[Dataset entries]

##############################

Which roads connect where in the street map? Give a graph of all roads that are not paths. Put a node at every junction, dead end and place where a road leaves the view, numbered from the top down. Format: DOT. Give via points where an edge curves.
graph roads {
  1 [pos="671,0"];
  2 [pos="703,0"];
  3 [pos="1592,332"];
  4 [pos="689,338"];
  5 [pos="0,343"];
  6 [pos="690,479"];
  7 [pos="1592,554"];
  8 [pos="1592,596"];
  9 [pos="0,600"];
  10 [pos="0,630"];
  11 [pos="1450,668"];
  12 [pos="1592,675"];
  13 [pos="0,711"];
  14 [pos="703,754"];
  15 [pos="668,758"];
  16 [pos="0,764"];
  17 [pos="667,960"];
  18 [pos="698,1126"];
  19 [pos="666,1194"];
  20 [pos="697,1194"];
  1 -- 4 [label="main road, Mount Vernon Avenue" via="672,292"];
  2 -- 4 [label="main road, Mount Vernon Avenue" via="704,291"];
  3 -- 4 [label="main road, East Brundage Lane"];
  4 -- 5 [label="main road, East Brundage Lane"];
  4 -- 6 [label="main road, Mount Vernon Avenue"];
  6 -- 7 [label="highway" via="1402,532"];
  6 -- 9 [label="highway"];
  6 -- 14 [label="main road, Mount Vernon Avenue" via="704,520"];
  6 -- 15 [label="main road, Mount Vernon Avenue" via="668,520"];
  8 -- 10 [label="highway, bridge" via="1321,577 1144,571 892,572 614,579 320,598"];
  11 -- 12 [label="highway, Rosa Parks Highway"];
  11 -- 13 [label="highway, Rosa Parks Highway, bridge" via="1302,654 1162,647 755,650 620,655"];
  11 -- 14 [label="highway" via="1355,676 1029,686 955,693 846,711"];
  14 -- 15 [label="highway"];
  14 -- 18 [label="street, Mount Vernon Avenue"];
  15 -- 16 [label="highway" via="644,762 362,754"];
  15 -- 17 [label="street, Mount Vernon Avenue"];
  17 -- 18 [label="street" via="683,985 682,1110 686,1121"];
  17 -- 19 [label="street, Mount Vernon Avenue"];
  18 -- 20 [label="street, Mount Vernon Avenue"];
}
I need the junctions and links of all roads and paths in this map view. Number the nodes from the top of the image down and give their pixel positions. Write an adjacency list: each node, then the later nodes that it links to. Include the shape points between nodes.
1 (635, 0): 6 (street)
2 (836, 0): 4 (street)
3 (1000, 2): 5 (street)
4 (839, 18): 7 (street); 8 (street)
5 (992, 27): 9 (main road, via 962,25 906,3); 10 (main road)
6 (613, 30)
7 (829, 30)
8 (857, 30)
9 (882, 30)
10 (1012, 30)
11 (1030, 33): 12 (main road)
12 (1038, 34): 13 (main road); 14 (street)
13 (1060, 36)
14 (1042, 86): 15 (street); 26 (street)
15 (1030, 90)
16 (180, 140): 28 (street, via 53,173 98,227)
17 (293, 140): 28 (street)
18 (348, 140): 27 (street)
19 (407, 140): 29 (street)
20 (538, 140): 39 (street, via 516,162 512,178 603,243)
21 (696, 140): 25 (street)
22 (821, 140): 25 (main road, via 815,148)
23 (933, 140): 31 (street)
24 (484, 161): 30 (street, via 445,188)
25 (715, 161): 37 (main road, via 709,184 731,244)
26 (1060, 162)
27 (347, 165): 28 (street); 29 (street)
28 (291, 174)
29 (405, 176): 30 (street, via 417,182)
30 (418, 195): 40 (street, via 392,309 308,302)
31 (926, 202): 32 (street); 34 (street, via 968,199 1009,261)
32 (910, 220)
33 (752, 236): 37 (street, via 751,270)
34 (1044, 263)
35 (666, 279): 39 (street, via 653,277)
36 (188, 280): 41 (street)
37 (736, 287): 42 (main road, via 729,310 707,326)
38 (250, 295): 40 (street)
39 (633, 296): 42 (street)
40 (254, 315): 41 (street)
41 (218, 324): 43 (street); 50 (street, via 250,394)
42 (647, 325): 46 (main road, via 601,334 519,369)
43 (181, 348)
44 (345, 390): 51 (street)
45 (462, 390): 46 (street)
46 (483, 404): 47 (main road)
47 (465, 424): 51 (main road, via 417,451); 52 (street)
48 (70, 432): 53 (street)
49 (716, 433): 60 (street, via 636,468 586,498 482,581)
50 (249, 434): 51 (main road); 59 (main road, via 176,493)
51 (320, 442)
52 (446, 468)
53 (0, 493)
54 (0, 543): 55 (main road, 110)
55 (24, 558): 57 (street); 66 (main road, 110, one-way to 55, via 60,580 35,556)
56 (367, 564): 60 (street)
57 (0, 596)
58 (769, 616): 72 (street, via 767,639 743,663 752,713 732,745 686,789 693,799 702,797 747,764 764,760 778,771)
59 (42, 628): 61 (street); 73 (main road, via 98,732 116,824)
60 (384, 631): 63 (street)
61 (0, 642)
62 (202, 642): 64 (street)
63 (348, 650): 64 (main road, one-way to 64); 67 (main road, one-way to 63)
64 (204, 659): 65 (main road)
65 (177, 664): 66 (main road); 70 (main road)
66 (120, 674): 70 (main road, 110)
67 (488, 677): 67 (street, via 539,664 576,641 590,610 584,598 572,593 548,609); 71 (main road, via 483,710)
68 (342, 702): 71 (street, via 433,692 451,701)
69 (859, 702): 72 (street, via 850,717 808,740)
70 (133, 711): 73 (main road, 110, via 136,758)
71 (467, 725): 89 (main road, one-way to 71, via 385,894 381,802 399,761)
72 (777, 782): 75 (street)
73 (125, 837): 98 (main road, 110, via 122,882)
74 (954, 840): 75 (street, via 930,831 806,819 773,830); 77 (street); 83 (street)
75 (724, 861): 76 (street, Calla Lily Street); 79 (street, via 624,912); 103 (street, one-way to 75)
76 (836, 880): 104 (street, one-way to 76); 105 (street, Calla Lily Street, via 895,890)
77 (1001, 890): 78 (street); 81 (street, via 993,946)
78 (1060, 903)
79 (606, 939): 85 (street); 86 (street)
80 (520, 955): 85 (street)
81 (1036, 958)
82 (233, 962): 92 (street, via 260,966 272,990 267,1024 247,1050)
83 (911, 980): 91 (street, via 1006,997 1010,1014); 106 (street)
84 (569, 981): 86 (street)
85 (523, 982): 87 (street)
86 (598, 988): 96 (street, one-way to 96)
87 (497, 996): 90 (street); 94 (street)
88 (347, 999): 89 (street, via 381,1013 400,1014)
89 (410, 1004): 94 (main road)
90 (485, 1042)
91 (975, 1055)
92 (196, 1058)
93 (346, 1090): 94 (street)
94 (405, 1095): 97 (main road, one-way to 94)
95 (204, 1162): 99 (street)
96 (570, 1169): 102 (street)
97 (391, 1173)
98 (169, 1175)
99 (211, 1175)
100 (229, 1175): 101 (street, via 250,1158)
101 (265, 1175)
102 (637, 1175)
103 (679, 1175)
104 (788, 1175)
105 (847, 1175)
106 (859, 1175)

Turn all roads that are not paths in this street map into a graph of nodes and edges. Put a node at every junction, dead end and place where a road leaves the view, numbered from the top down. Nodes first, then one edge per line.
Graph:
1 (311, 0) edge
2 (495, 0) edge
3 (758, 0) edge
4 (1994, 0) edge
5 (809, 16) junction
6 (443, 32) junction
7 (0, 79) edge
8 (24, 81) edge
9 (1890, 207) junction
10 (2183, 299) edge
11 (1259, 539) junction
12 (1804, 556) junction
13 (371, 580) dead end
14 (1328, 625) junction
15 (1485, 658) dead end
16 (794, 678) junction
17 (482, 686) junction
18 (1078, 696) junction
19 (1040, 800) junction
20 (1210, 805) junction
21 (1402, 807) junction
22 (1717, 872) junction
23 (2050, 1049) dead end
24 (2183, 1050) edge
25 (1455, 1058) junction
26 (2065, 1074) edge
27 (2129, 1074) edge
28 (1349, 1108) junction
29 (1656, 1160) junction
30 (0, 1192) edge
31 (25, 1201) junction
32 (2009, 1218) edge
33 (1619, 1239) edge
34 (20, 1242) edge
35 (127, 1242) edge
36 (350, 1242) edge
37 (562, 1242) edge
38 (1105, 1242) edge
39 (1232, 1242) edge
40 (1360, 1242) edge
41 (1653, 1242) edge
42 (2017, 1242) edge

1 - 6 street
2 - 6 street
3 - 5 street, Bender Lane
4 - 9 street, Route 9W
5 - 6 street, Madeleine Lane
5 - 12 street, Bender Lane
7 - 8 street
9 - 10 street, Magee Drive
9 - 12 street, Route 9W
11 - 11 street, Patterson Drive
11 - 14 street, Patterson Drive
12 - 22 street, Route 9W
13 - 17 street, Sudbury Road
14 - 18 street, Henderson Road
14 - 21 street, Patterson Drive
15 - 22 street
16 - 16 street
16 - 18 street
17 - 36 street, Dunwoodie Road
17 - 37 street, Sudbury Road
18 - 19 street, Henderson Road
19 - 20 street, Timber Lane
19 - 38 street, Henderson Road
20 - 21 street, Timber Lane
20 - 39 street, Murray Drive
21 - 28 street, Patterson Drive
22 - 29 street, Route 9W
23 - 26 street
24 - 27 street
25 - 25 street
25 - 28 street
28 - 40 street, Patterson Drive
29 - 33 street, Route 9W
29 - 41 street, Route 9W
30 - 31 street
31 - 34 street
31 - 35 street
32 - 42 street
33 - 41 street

##############################

Wherever the string "Timber" appears in the records, copy the whole line.

19 - 20 street, Timber Lane
20 - 21 street, Timber Lane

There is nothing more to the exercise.